An exciting new iteration of the black queer cultural archives, this podcast started life as an Instagram account. Launched by Marc Thomson and Jason Okundaye, it shines a light on historic, interpersonal stories from the LGBTQ+ community that are typically erased from black British history. Each episode is a journey that travels through an entire generation, focusing on a key photograph from the archive.

Image: Dennis Carney and Essex Hemphill, Brixton, 1987 (Credit: Rotimi Fani-Kayode)

Black history month
3) Jay-Ann Lopez and Black Girl Gamers

Jay-Ann Lopez (pictured) is the CEO and founder of Black Girl Gamers; an online safe space and platform that heightens the visibility of black women in gaming and advocates for greater diversity and better inclusion in the space.

Lopez and her team have spoken out and campaigned against the disproportionate racism and discrimination that black female gamers face, and their aim is to help people from marginalised communities to be safer online.

Image: GamersXDigifairy

Black history month
4) Tottenham Literature Festival (Nov 14-20)

Championing black writers and black narratives, this literature festival is now in its fourth year, and the theme this year is ‘healing stories’. Attendees can expect to see award-winning playwright and author Travis Alabanza, author and broadcaster Lemn Sissay OBE (pictured), journalist and poet Bridget Minamore, as well as many others.

Most of the programme is free, and the rest is ‘pay what you can’, as the organisers focus on accessibility. There will be evening talks throughout the week, an extensive digital programme, events specially for kids and workshops including ‘speed pitch your book’.
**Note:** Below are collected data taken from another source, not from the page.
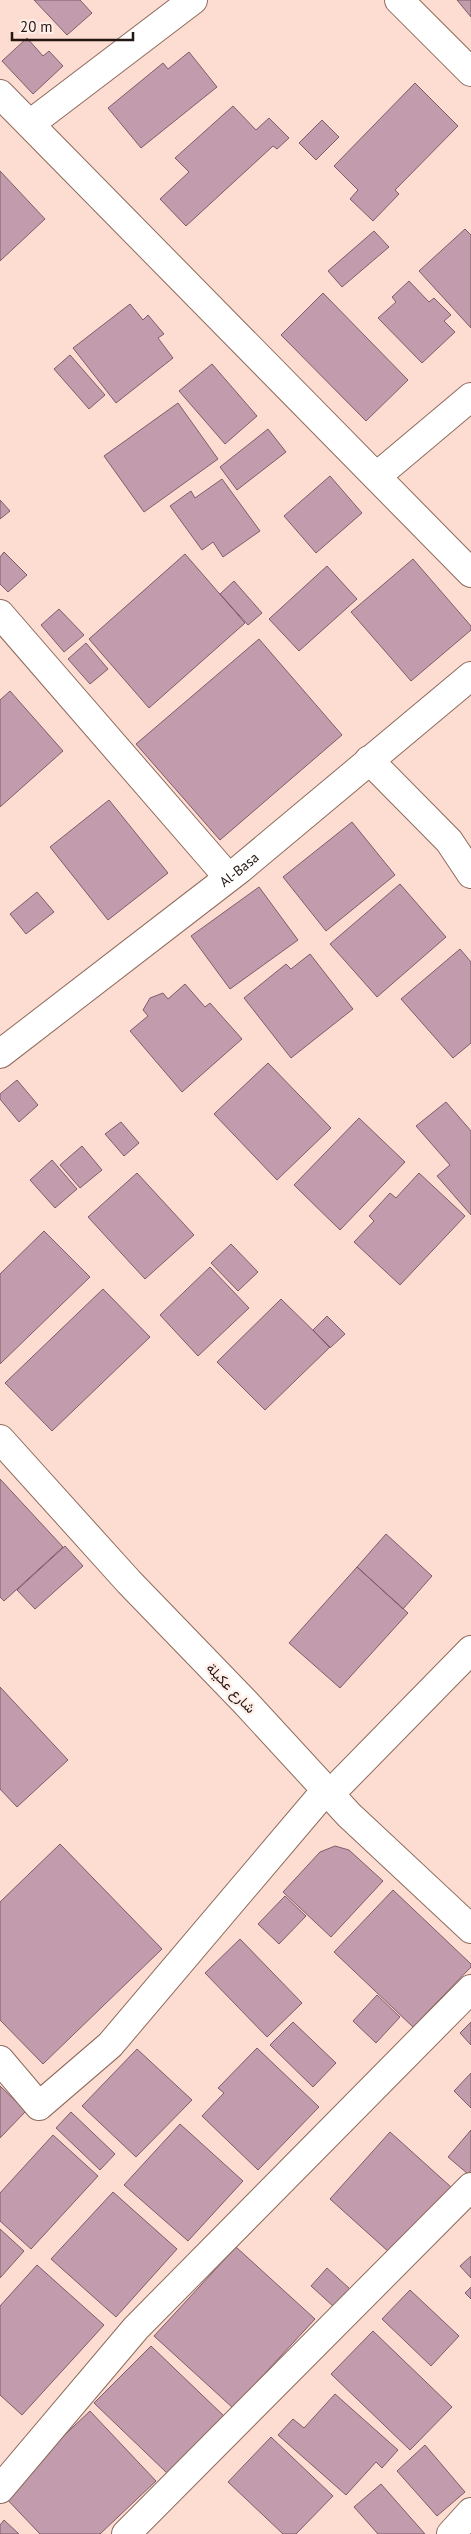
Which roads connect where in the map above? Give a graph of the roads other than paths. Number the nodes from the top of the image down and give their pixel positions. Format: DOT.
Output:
graph roads {
  1 [pos="193,0"];
  2 [pos="399,0"];
  3 [pos="471,72"];
  4 [pos="0,94"];
  5 [pos="30,124"];
  6 [pos="471,396"];
  7 [pos="377,476"];
  8 [pos="471,573"];
  9 [pos="0,614"];
  10 [pos="471,676"];
  11 [pos="369,760"];
  12 [pos="471,874"];
  13 [pos="228,878"];
  14 [pos="0,1054"];
  15 [pos="0,1439"];
  16 [pos="471,1650"];
  17 [pos="328,1792"];
  18 [pos="471,1929"];
  19 [pos="471,1989"];
  20 [pos="0,2060"];
  21 [pos="471,2187"];
  22 [pos="0,2489"];
  23 [pos="471,2512"];
  24 [pos="126,2534"];
  25 [pos="451,2534"];
  1 -- 5 [label="street"];
  2 -- 3 [label="street"];
  4 -- 5 [label="street"];
  5 -- 7 [label="street"];
  6 -- 7 [label="street"];
  7 -- 8 [label="street"];
  9 -- 13 [label="street"];
  10 -- 11 [label="street, Al-Basa"];
  11 -- 12 [label="street"];
  11 -- 13 [label="street, Al-Basa"];
  13 -- 14 [label="street, Al-Basa"];
  15 -- 17 [label="street, شارع عكيلة"];
  16 -- 17 [label="street"];
  17 -- 18 [label="street, شارع عكيلة"];
  17 -- 20 [label="street"];
  19 -- 22 [label="street"];
  21 -- 24 [label="street"];
  23 -- 25 [label="street"];
}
Image: Lemn Sissay (Credit: Jamie MacMillan)

Black history month
5) Magdalene Abraha

Abraha is the creator of ‘A Quick Ting On’ book series – covering topics from Afrobeats and grime, to business, plantain and theatre. This innovative and beautifully presented non-fiction series delves into and celebrates a wide range of different aspects of the black British community, and gives a voice to some of the most talented young black writers working today. Abraha is a writer, publisher and former Forbes 30 under 30 winner.

Image: Magdalene Abraha

6) Blacks Can't Swim

This powerful documentary produced by Ed Accura, challenges outdated and dangerous stereotypes, and shares the lived experiences of people who have been shut out of swimming, or received racist treatment. Accura works tirelessly to make swimming a more inclusive and diverse space, as well as highlighting important issues around water safety in black and ethnic minority communities.

Image: Ed Accura

7) Kwajo Tweneboa

Hailed a ‘modern British hero’ on the cover of the Big Issue earlier this year, Tweneboa has been taking inept and morally dubious housing providers to task and refusing to let up. The campaigner, who has a huge following on social media, has been exposing horrific conditions and fighting injustice in social housing. His work focuses on helping individuals and families who are trapped in cold, mouldy, unliveable conditions. His first documentary is available now on All4.

Image: Kwajo Tweneboa

8) Travis Alabanza

Alabanza is a writer and theatre maker, and their latest book None Of The Above is a tender examination of gender identity through the lens of being black, mixed-race and working class.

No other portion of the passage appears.